We have only just started to reap the benefits of “Big Data” – from foreseeing deadly infections to fraud detection. It is a key source of value for many industry sectors: profiling, spotting market trends, product performance analysis and forecasting future outcomes.
The use of large data sets that are collated and analysed to discern patterns and make optimal decisions is an exciting journey many companies are only just starting to explore. There is, however, a potential darker side to the perceived benefits of big data: the effect on personal privacy. In this regard, is the GDPR a welcome guiding light to the benefits of Big Data, or will it strike a fatal blow to the utility of it, in an attempt to protect our privacy?
What is Big Data?
“Big Data” is a blanket term for collections of data sets that are enormous in size and complex, such that their processing using traditional data management means, such as relational database management systems, is problematic. Big Data is regarded as meeting the following characteristics (often called the “Four V’s”):
1. Sheer Volume of data;
2. A large Variety of data (in terms of types and structure);
3. Veracity of data, in that the data is, on the whole, representatively accurate and trustworthy (as opposed to exactly so); and
4. The data needs to be analysed at a high Velocity in order to derive value from it.
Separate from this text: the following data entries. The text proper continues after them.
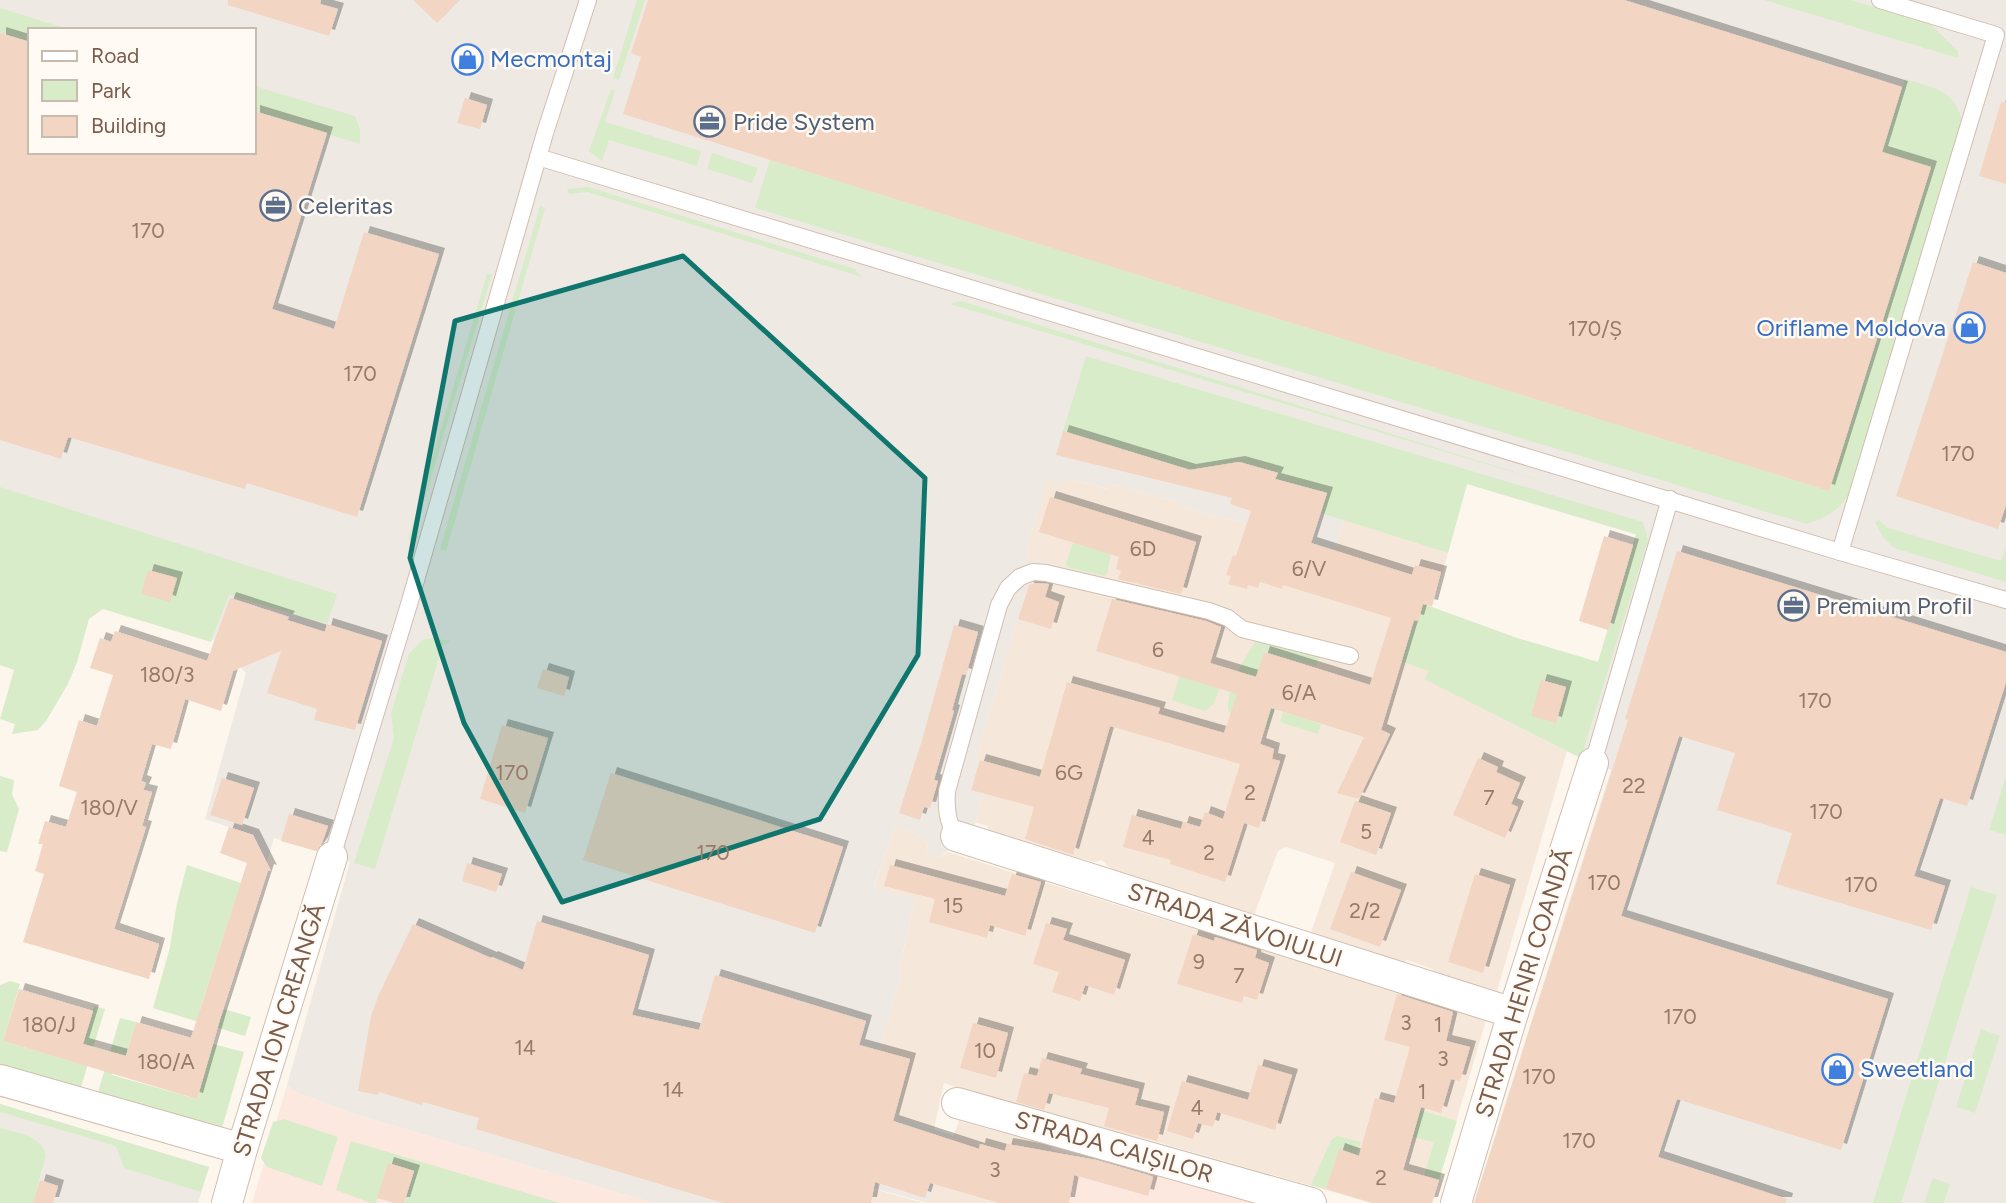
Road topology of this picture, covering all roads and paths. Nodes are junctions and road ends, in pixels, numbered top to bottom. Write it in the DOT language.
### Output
graph roads {
  1 [pos="588,0"];
  2 [pos="1880,0"];
  3 [pos="538,157"];
  4 [pos="1671,499"];
  5 [pos="1840,552"];
  6 [pos="2006,600"];
  7 [pos="1350,656"];
  8 [pos="1593,763"];
  9 [pos="956,836"];
  10 [pos="332,856"];
  11 [pos="1513,1013"];
  12 [pos="0,1080"];
  13 [pos="957,1103"];
  14 [pos="242,1149"];
  15 [pos="227,1203"];
  16 [pos="1311,1203"];
  17 [pos="1456,1203"];
  1 -- 3 [label="lane"];
  2 -- 5 [label="lane"];
  3 -- 4 [label="lane"];
  3 -- 10 [label="lane"];
  4 -- 5 [label="lane"];
  4 -- 8 [label="lane"];
  5 -- 6 [label="lane"];
  7 -- 9 [label="lane"];
  8 -- 11 [label="street, STRADA HENRI COANDĂ"];
  9 -- 11 [label="street, STRADA ZĂVOIULUI"];
  10 -- 14 [label="street, STRADA ION CREANGĂ"];
  11 -- 17 [label="street, STRADA HENRI COANDĂ"];
  12 -- 14 [label="street"];
  13 -- 16 [label="street, STRADA CAIȘILOR"];
  14 -- 15 [label="street, STRADA ION CREANGĂ"];
}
So why does Big Data cause problems in the context of the GDPR?
Big Data sets will often include personal data, and in many cases, it is not possible to separate the personal data from the non-personal data. The aim of Big Data is to uncover relationships within and amongst the information, through analytics and processing. Given the accuracy and trustworthiness of any particular data set may not be exact, but rather directionally representative, the starting point of Big Data itself runs contrary to a fundamental principle of the GDPR – that the accuracy of the personal data of a particular data subject in the possession of an organisation must be maintained and protected.
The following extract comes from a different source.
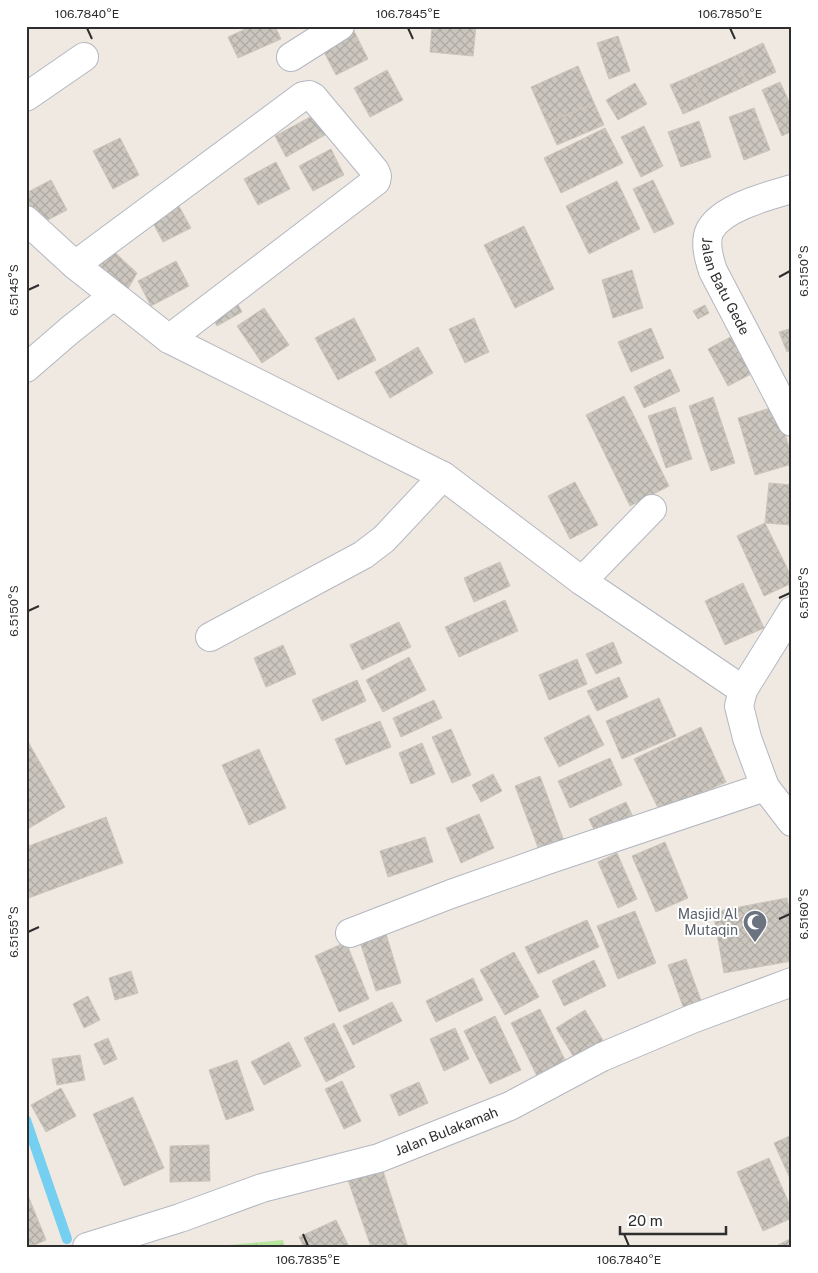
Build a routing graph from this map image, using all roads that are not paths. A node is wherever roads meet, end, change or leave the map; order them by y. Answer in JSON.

Furthermore, Article 22 of the GDPR prohibits automatic processing, including profiling, where such processing has a legal effect on a data subject, or similarly significantly affects the data subject. In this regard, profiling is defined as: “any form of automated processing of personal data consisting of the use of personal data to evaluate certain personal aspects relating to a natural person, in particular to analyse or predict aspects concerning that natural person’s performance at work, economic situation, health, personal preferences, interests, reliability, behaviour, location or movements”.
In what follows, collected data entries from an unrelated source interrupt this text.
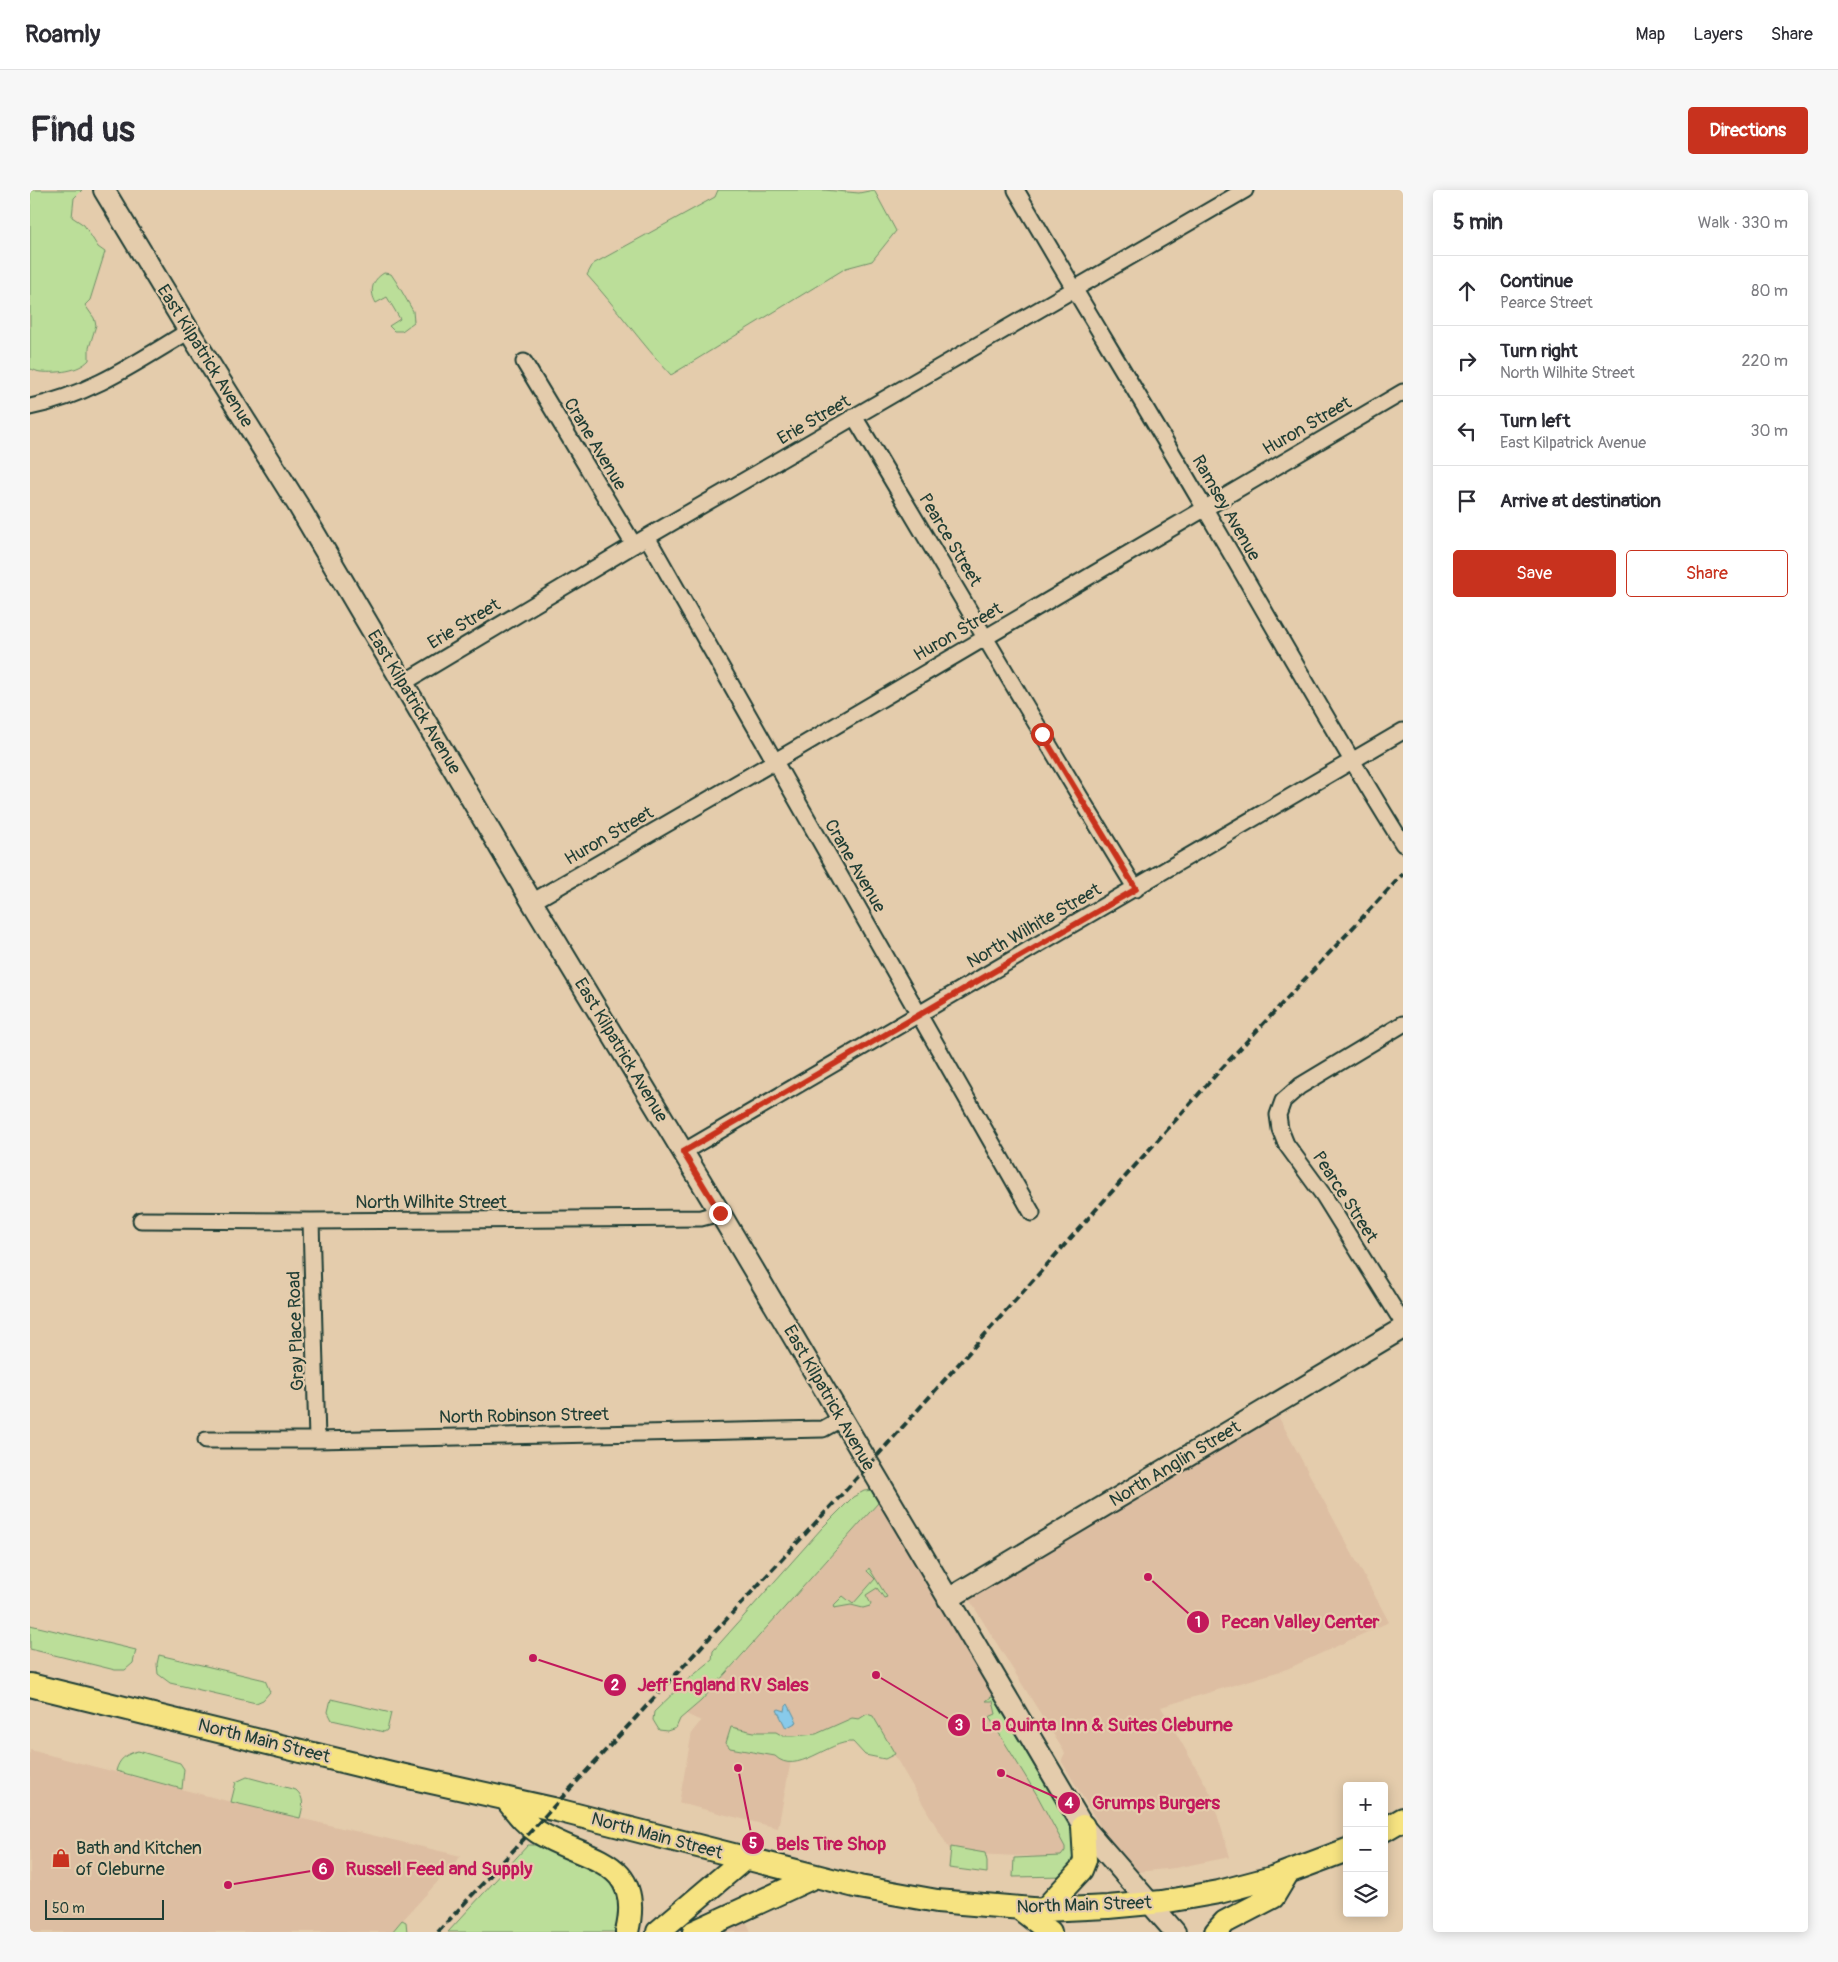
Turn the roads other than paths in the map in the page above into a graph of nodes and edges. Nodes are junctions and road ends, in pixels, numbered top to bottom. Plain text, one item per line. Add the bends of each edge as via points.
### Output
1 (104, 190) edge
2 (1016, 190) edge
3 (1245, 190) edge
4 (1074, 290) junction
5 (189, 331) junction
6 (524, 362) dead end
7 (1403, 392) edge
8 (30, 407) edge
9 (855, 418) junction
10 (1205, 508) junction
11 (647, 537) junction
12 (634, 545) junction
13 (987, 637) junction
14 (403, 683) junction
15 (1403, 731) edge
16 (1351, 761) junction
17 (774, 762) junction
18 (1403, 844) edge
19 (1136, 889) junction
20 (532, 902) junction
21 (919, 1013) junction
22 (1403, 1024) edge
23 (683, 1152) junction
24 (720, 1213) junction
25 (1032, 1213) dead end
26 (141, 1220) dead end
27 (311, 1221) junction
28 (1403, 1323) edge
29 (1403, 1328) edge
30 (841, 1419) junction
31 (206, 1440) dead end
32 (317, 1440) junction
33 (948, 1599) junction
34 (30, 1685) edge
35 (506, 1799) junction
36 (1403, 1819) edge
37 (1083, 1826) junction
38 (1388, 1828) edge
39 (1343, 1851) edge
40 (744, 1858) junction
41 (1288, 1872) junction
42 (816, 1876) junction
43 (1148, 1903) junction
44 (1019, 1908) junction
45 (1044, 1910) junction
46 (627, 1932) edge
47 (658, 1932) edge
48 (694, 1932) edge
49 (1050, 1932) edge
50 (1175, 1932) edge
51 (1216, 1932) edge

1 - 5 street, East Kilpatrick Avenue
2 - 4 street, Ramsey Avenue
3 - 4 street, Erie Street
4 - 9 street, Erie Street
4 - 10 street, Ramsey Avenue
5 - 8 street via 92,388
5 - 14 street, East Kilpatrick Avenue via 298,505
6 - 12 street, Crane Avenue
7 - 10 street, Huron Street
9 - 11 street, Erie Street
9 - 13 street, Pearce Street
10 - 13 street, Huron Street
10 - 16 street, Ramsey Avenue
11 - 12 street, Erie Street
11 - 17 street, Crane Avenue
12 - 14 street, Erie Street
13 - 17 street, Huron Street
13 - 19 street, Pearce Street
14 - 20 street, East Kilpatrick Avenue
15 - 16 street, North Wilhite Street
16 - 18 street, Ramsey Avenue
16 - 19 street, North Wilhite Street
17 - 20 street, Huron Street
17 - 21 street, Crane Avenue
19 - 21 street, North Wilhite Street
20 - 23 street, East Kilpatrick Avenue
21 - 23 street, North Wilhite Street
21 - 25 street, Crane Avenue
22 - 28 street, Pearce Street via 1300,1086 1283,1101 1278,1115 1286,1144 1324,1196
23 - 24 street, East Kilpatrick Avenue
24 - 27 street, North Wilhite Street via 701,1218
24 - 30 street, East Kilpatrick Avenue
26 - 27 street, North Wilhite Street
27 - 32 street, Gray Place Road
29 - 33 street, North Anglin Street
30 - 32 street, North Robinson Street via 823,1429
30 - 33 street, East Kilpatrick Avenue
31 - 32 street, North Robinson Street
33 - 37 street, East Kilpatrick Avenue
34 - 35 main road, North Main Street
35 - 40 main road, North Main Street
35 - 46 main road via 536,1831 595,1857 622,1877 629,1898
36 - 38 main road
37 - 43 street, East Kilpatrick Avenue
37 - 45 main road via 1085,1860 1081,1870
39 - 41 main road, North Main Street
40 - 42 main road, North Main Street
40 - 47 main road
41 - 43 main road, North Main Street via 1219,1892
41 - 51 main road via 1272,1896 1225,1922
42 - 44 main road, North Main Street via 879,1892
42 - 48 main road
43 - 45 main road, North Main Street
43 - 50 street, East Kilpatrick Avenue
44 - 45 main road, North Main Street
44 - 49 main road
Some of the privacy risks particularly pronounced in the context of Big Data profiling therefore include:
1. Processing of personal data outside of the purpose for which it was collected;
2. Use of incorrect and/or outdated information;
3. Discrimination or bias against certain individuals or groups resulting from the application of certain profiling algorithms; and
4. Processing of personal data in excess of what is needed in order to process it.
Because automatic processing involves such high risks on privacy, it is prohibited in principle under the GDPR, except where:
- It is performed based on (explicit) consent; or
- It is required to enter into or perform a contract, provided the data subjects concerned can contest an automatic decision and obtain human intervention.
Furthermore, the GDPR provides that sensitive personal data may only be automatically processed based on explicit consent, irrespective of the effect of such processing, and that data subjects must be informed of the use of automatic processing and given information on the logic used, as well as the potential consequences.
Note that organisations have already accumulated large amounts of data – and the GDPR applies not just to data sets created going forward – but also to those already in existence today, insofar as such that pre-existing data sets would be the subject of processing after the GDPR comes into force. It will undoubtedly prove problematic in practice to obtain the required explicit consent for specific uses of a data set that already exists (and is, in fact, already in use).
So how can Big Data be used in practice under the GDPR?
It is imperative that businesses review their current use of profiling and automated processing practices and processes, to:
- Identify where they are using these processing approaches and whether there is personal data involved;
- Understand the work required in respect of “cleaning” data sets, to permit their use in a GDPR-compliant way, including possible use of pseudonymisation of the personal data;
- Understand the effects of using profiling and automated processing, in particular where they affect “legal, or significant other interests”;
- Ensure that a valid legal basis is applicable to their use of profiling (i.e. explicit and valid consent of the data subject, or falling within the “contract exemption”);
- Enable them to provide information on the algorithmic logic used and the consequences of that algorithmic determination, to the data subject; and
- Ensure there is a process in place for data subjects to obtain human intervention in respect to a decision reached on the basis of automated processing.
Is the GDPR the death knell of Big Data?
There are clearly some specific challenges in reconciling data protection principles set out in the GDPR with the characteristics of Big Data analytics. However, these are not insurmountable, nor incongruous with the aims of the GDPR. Organisations should, however, think through the why and the how in respect of Big Data profiling, and ensuring transparency and privacy by design are at the heart of their “Big Data journey”. With the EU’s 2015 Digital Single Market Strategy targeting Big Data as a “catalyst for economic growth, innovation and digitisation across all economic sectors […] and for society as a whole,” it is imperative that Big Data is seen as an opportunity to be actively nurtured and better understood, including through the prism of privacy compliance, so that its potential may be fully realised.